[WORK INSTRUCTIONS]: The records that follow are to be transcribed in full, without their images.

(Dataset entries)
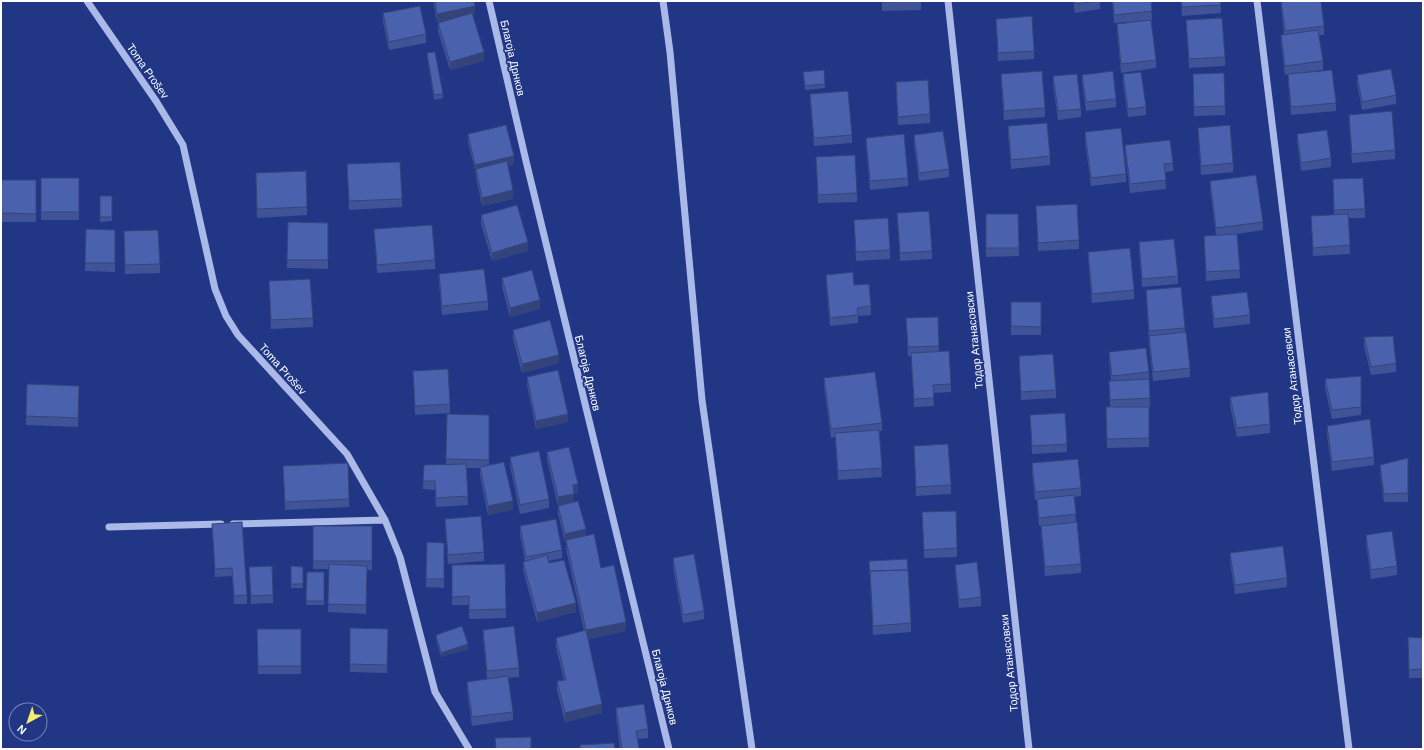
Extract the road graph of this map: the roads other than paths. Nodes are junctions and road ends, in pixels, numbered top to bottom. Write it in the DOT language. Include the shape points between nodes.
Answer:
graph roads {
  1 [pos="87,1"];
  2 [pos="489,1"];
  3 [pos="663,1"];
  4 [pos="948,1"];
  5 [pos="1257,1"];
  6 [pos="385,520"];
  7 [pos="110,527"];
  8 [pos="469,749"];
  9 [pos="669,749"];
  10 [pos="752,749"];
  11 [pos="1029,749"];
  12 [pos="1349,749"];
  1 -- 6 [label="street, Toma Prošev" via="183,145 214,289 226,316 238,335 347,454"];
  2 -- 9 [label="street, Благоја Дрнков" via="527,169"];
  3 -- 10 [label="street" via="670,52 702,400"];
  4 -- 11 [label="street, Тодор Атанасовски"];
  5 -- 12 [label="street, Тодор Атанасовски"];
  6 -- 7 [label="street"];
  6 -- 8 [label="street, Toma Prošev" via="400,557 435,692"];
}
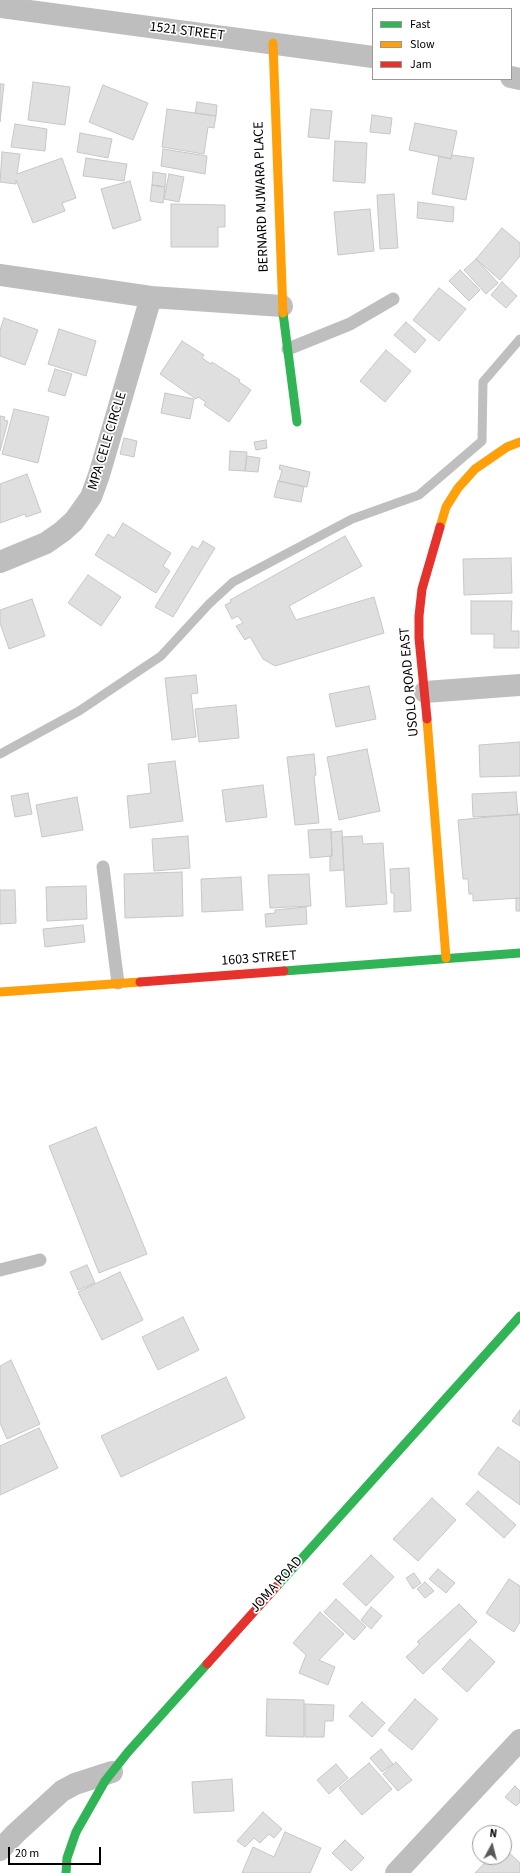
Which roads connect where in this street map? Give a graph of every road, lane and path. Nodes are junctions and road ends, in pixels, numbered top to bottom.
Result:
1 (0, 7) edge
2 (273, 43) junction
3 (372, 57) edge
4 (0, 275) edge
5 (151, 298) junction
6 (393, 299) dead end
7 (282, 306) junction
8 (288, 349) junction
9 (297, 422) dead end
10 (520, 442) edge
11 (0, 562) edge
12 (520, 686) edge
13 (426, 692) junction
14 (104, 868) dead end
15 (520, 954) edge
16 (446, 958) junction
17 (118, 983) junction
18 (0, 992) edge
19 (40, 1260) dead end
20 (0, 1270) edge
21 (520, 1316) edge
22 (520, 1740) edge
23 (112, 1772) junction
24 (0, 1850) edge
25 (66, 1873) edge
26 (396, 1873) edge

1 - 2 street, 1521 STREET
2 - 3 street, 1521 STREET
2 - 7 street, BERNARD MJWARA PLACE
4 - 5 street
5 - 7 street
5 - 11 street, MPA CELE CIRCLE
6 - 8 lane
7 - 8 street, BERNARD MJWARA PLACE
8 - 9 street, BERNARD MJWARA PLACE
10 - 13 street, USOLO ROAD EAST
12 - 13 street
13 - 16 street, USOLO ROAD EAST
14 - 17 lane
15 - 16 street, 1603 STREET
16 - 17 street, 1603 STREET
17 - 18 street, 1603 STREET
19 - 20 lane
21 - 23 street, JOMA ROAD
22 - 26 street
23 - 24 street
23 - 25 street, JOMA ROAD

[WRITTEN SOLUTION]:
Extract the road graph of this map: the roads other than paths. Nodes are junctions and road ends, in pixels, numbered top to bottom. Write it in the DOT language. Include the shape points between nodes.
Answer:
graph roads {
  1 [pos="87,1"];
  2 [pos="489,1"];
  3 [pos="663,1"];
  4 [pos="948,1"];
  5 [pos="1257,1"];
  6 [pos="385,520"];
  7 [pos="110,527"];
  8 [pos="469,749"];
  9 [pos="669,749"];
  10 [pos="752,749"];
  11 [pos="1029,749"];
  12 [pos="1349,749"];
  1 -- 6 [label="street, Toma Prošev" via="183,145 214,289 226,316 238,335 347,454"];
  2 -- 9 [label="street, Благоја Дрнков" via="527,169"];
  3 -- 10 [label="street" via="670,52 702,400"];
  4 -- 11 [label="street, Тодор Атанасовски"];
  5 -- 12 [label="street, Тодор Атанасовски"];
  6 -- 7 [label="street"];
  6 -- 8 [label="street, Toma Prošev" via="400,557 435,692"];
}
Which roads connect where in this street map? Give a graph of every road, lane and path. Nodes are junctions and road ends, in pixels, numbered top to bottom.
Result:
1 (0, 7) edge
2 (273, 43) junction
3 (372, 57) edge
4 (0, 275) edge
5 (151, 298) junction
6 (393, 299) dead end
7 (282, 306) junction
8 (288, 349) junction
9 (297, 422) dead end
10 (520, 442) edge
11 (0, 562) edge
12 (520, 686) edge
13 (426, 692) junction
14 (104, 868) dead end
15 (520, 954) edge
16 (446, 958) junction
17 (118, 983) junction
18 (0, 992) edge
19 (40, 1260) dead end
20 (0, 1270) edge
21 (520, 1316) edge
22 (520, 1740) edge
23 (112, 1772) junction
24 (0, 1850) edge
25 (66, 1873) edge
26 (396, 1873) edge

1 - 2 street, 1521 STREET
2 - 3 street, 1521 STREET
2 - 7 street, BERNARD MJWARA PLACE
4 - 5 street
5 - 7 street
5 - 11 street, MPA CELE CIRCLE
6 - 8 lane
7 - 8 street, BERNARD MJWARA PLACE
8 - 9 street, BERNARD MJWARA PLACE
10 - 13 street, USOLO ROAD EAST
12 - 13 street
13 - 16 street, USOLO ROAD EAST
14 - 17 lane
15 - 16 street, 1603 STREET
16 - 17 street, 1603 STREET
17 - 18 street, 1603 STREET
19 - 20 lane
21 - 23 street, JOMA ROAD
22 - 26 street
23 - 24 street
23 - 25 street, JOMA ROAD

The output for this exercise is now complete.